╔══

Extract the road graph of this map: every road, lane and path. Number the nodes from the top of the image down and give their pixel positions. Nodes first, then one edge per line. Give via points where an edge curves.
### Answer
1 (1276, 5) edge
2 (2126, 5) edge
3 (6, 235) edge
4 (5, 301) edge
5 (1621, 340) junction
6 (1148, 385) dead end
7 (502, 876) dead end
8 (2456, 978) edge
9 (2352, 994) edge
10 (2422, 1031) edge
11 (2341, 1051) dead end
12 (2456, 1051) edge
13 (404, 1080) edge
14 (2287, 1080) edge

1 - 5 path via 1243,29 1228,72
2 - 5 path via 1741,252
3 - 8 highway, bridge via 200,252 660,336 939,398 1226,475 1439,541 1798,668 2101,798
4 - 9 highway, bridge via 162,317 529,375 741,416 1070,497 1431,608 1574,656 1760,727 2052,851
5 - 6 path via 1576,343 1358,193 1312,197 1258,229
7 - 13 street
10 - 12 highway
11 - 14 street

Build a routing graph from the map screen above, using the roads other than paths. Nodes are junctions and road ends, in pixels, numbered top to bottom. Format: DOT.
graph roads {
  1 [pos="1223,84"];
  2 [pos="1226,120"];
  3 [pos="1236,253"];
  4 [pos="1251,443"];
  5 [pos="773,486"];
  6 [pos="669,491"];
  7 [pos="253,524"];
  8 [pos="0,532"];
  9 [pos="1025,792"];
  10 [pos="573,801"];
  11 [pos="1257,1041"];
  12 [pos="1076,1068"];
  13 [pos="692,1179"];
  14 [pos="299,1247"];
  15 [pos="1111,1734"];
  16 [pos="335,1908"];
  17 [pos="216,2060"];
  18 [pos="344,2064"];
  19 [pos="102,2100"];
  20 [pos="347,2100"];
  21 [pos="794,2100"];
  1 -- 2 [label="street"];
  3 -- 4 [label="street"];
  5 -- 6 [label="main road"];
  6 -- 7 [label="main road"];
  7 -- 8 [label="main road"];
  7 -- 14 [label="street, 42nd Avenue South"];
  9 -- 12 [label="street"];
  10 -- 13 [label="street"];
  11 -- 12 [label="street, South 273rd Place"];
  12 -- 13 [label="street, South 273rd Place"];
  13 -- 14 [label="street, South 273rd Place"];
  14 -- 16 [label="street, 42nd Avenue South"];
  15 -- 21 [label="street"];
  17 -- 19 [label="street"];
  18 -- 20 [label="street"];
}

╚══

◆ **Work instructions**: Repeat all of the material above exactly, with no line dropped.

◆ **Written reply**:
Extract the road graph of this map: every road, lane and path. Number the nodes from the top of the image down and give their pixel positions. Nodes first, then one edge per line. Give via points where an edge curves.
### Answer
1 (1276, 5) edge
2 (2126, 5) edge
3 (6, 235) edge
4 (5, 301) edge
5 (1621, 340) junction
6 (1148, 385) dead end
7 (502, 876) dead end
8 (2456, 978) edge
9 (2352, 994) edge
10 (2422, 1031) edge
11 (2341, 1051) dead end
12 (2456, 1051) edge
13 (404, 1080) edge
14 (2287, 1080) edge

1 - 5 path via 1243,29 1228,72
2 - 5 path via 1741,252
3 - 8 highway, bridge via 200,252 660,336 939,398 1226,475 1439,541 1798,668 2101,798
4 - 9 highway, bridge via 162,317 529,375 741,416 1070,497 1431,608 1574,656 1760,727 2052,851
5 - 6 path via 1576,343 1358,193 1312,197 1258,229
7 - 13 street
10 - 12 highway
11 - 14 street

Build a routing graph from the map screen above, using the roads other than paths. Nodes are junctions and road ends, in pixels, numbered top to bottom. Format: DOT.
graph roads {
  1 [pos="1223,84"];
  2 [pos="1226,120"];
  3 [pos="1236,253"];
  4 [pos="1251,443"];
  5 [pos="773,486"];
  6 [pos="669,491"];
  7 [pos="253,524"];
  8 [pos="0,532"];
  9 [pos="1025,792"];
  10 [pos="573,801"];
  11 [pos="1257,1041"];
  12 [pos="1076,1068"];
  13 [pos="692,1179"];
  14 [pos="299,1247"];
  15 [pos="1111,1734"];
  16 [pos="335,1908"];
  17 [pos="216,2060"];
  18 [pos="344,2064"];
  19 [pos="102,2100"];
  20 [pos="347,2100"];
  21 [pos="794,2100"];
  1 -- 2 [label="street"];
  3 -- 4 [label="street"];
  5 -- 6 [label="main road"];
  6 -- 7 [label="main road"];
  7 -- 8 [label="main road"];
  7 -- 14 [label="street, 42nd Avenue South"];
  9 -- 12 [label="street"];
  10 -- 13 [label="street"];
  11 -- 12 [label="street, South 273rd Place"];
  12 -- 13 [label="street, South 273rd Place"];
  13 -- 14 [label="street, South 273rd Place"];
  14 -- 16 [label="street, 42nd Avenue South"];
  15 -- 21 [label="street"];
  17 -- 19 [label="street"];
  18 -- 20 [label="street"];
}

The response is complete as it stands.